I hope Oregon's governor will have the wisdom to reject both of these high-cost, low-payoff approaches and adopt some variation of Plan C, which is advocated by Joel Garreau, author of 'Edge Cities.' Plan C uses low-cost information technologies to make regional transportation systems more cost-effective.
Garreau was in Portland in early December to give a speech on future technical trends, as part of the Linus Pauling Lecture Series on Science & Technology.
Although Garreau believes that public transportation systems can shape the future of communities in the United States and other countries, 'it must (first use Plan C to) drastically change the way it operates.'
The foundation of Plan C may be found in a speech that Mel Webber, professor emeritus of urban and regional planning at UC Berkeley, gave at a conference on transportation and telecommunications I organized in Hawaii in the 1980s. He said:
'Our traffic congestion and mobility problems are not caused by a shortage of transport capacity. We have an excess of capacity. We have more than enough front seats in our cars to carry everyone in the country at the same time, leaving all the back seats empty; and we have enough road space for all of them to drive at the same time without congestion. Our problem is that we don't use all that capacity very well.'
Garreau's Plan C utilizes palmtop computers (including some cell phones) and wireless-Internet services to safely match qualified riders with qualified drivers in single-trip car pools or 'smart jitneys.' This new type of cashless, public transportation service offers the comfort and door-to-door convenience of a limo or taxi and the low-cost and environmental benefits of a car pool.
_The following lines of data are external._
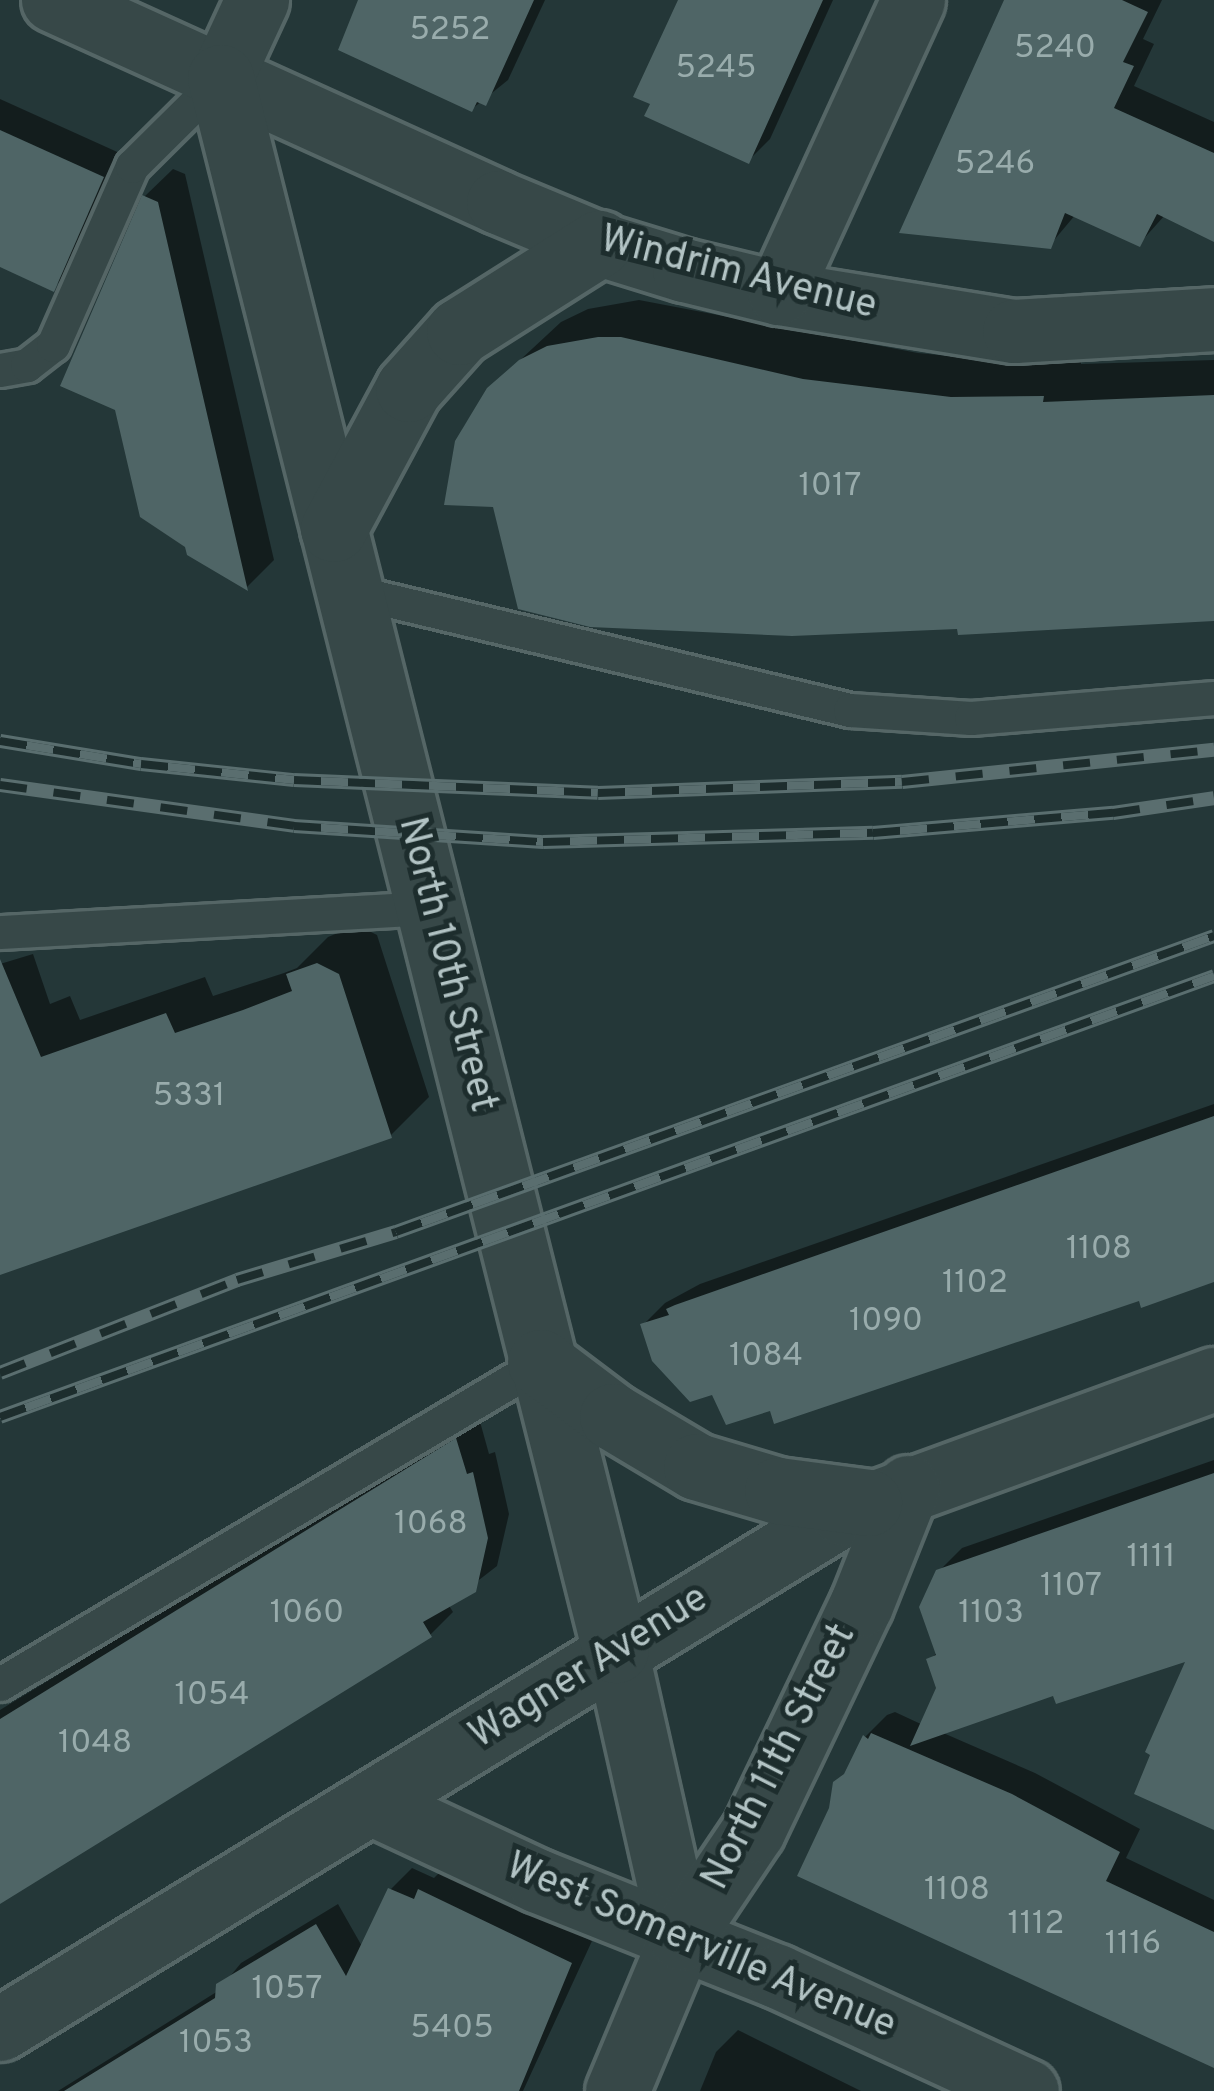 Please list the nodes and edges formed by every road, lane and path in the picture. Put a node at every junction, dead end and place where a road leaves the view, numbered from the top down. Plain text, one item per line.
1 (52, 0) edge
2 (256, 0) edge
3 (913, 0) edge
4 (221, 78) junction
5 (598, 244) junction
6 (778, 293) junction
7 (1214, 319) edge
8 (0, 370) edge
9 (334, 529) junction
10 (350, 591) junction
11 (1214, 698) edge
12 (430, 908) junction
13 (0, 932) edge
14 (541, 1364) junction
15 (1214, 1379) edge
16 (889, 1495) junction
17 (616, 1650) junction
18 (0, 1684) edge
19 (373, 1804) junction
20 (681, 1938) junction
21 (0, 2030) edge
22 (617, 2091) edge
23 (1027, 2091) edge

1 - 4 street, Windrim Avenue
2 - 4 street
3 - 6 street
4 - 5 street, Windrim Avenue
4 - 8 lane
4 - 9 street, North 10th Street
5 - 6 street, Windrim Avenue
5 - 9 street
6 - 7 street, Windrim Avenue
9 - 10 street, North 10th Street
10 - 11 lane
10 - 12 street, North 10th Street
12 - 13 lane
12 - 14 street, North 10th Street
14 - 16 street
14 - 17 street, North 10th Street
14 - 18 lane
15 - 16 street, Wagner Avenue
16 - 17 street, Wagner Avenue
16 - 20 street, North 11th Street
17 - 19 street, Wagner Avenue
17 - 20 street, North 10th Street
19 - 20 street, West Somerville Avenue
19 - 21 street, Wagner Avenue
20 - 22 street, North 11th Street
20 - 23 street, West Somerville Avenue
When he was in Portland, Garreau and I discussed ways to integrate smart jitneys with conventional transit, paratransit (e.g., taxi, dial-a-ride minibuses, shuttles) and ride-sharing services in order to make public transportation systems more user-friendly and more taxpayer-friendly, even in low-density areas.
Smart jitneys would operate in travel corridors when and where big-box transit is not cost-effective, including feeder services to bus and rail stations, and to handle peak loads. They would provide backup transportation to those who prefer to car pool or walk or bicycle most of the time.
Market research conducted by the University of Washington for the U.S. Department of Transportation found that 42 percent of drivers of single-occupant vehicles would consider using smart-jitney services if they were available.
Garreau and I also discussed integrating smart-jitney dispatching and congestion pricing with many other wireless-Internet applications to form 'smart community' systems that could reduce traffic congestion, gasoline consumption, air pollution, parking and mobility problems, and create a wide variety of new business, employment, education and recreation opportunities for local residents at a low cost to users and taxpayers.
Finally, we discussed finding a governor who would be interested in joining a public-private partnership to make his or her state a leader in a 'green,' high-tech industry that develops smart-community products and services to improve quality of life.
Oregon has the necessary wireless-Internet infrastructure to develop and test smart-community software and services in Umatilla County and soon will have it in Portland. If I were Gov. Ted Kulongoski, or one of his challengers, I would try to find out more about Plan C.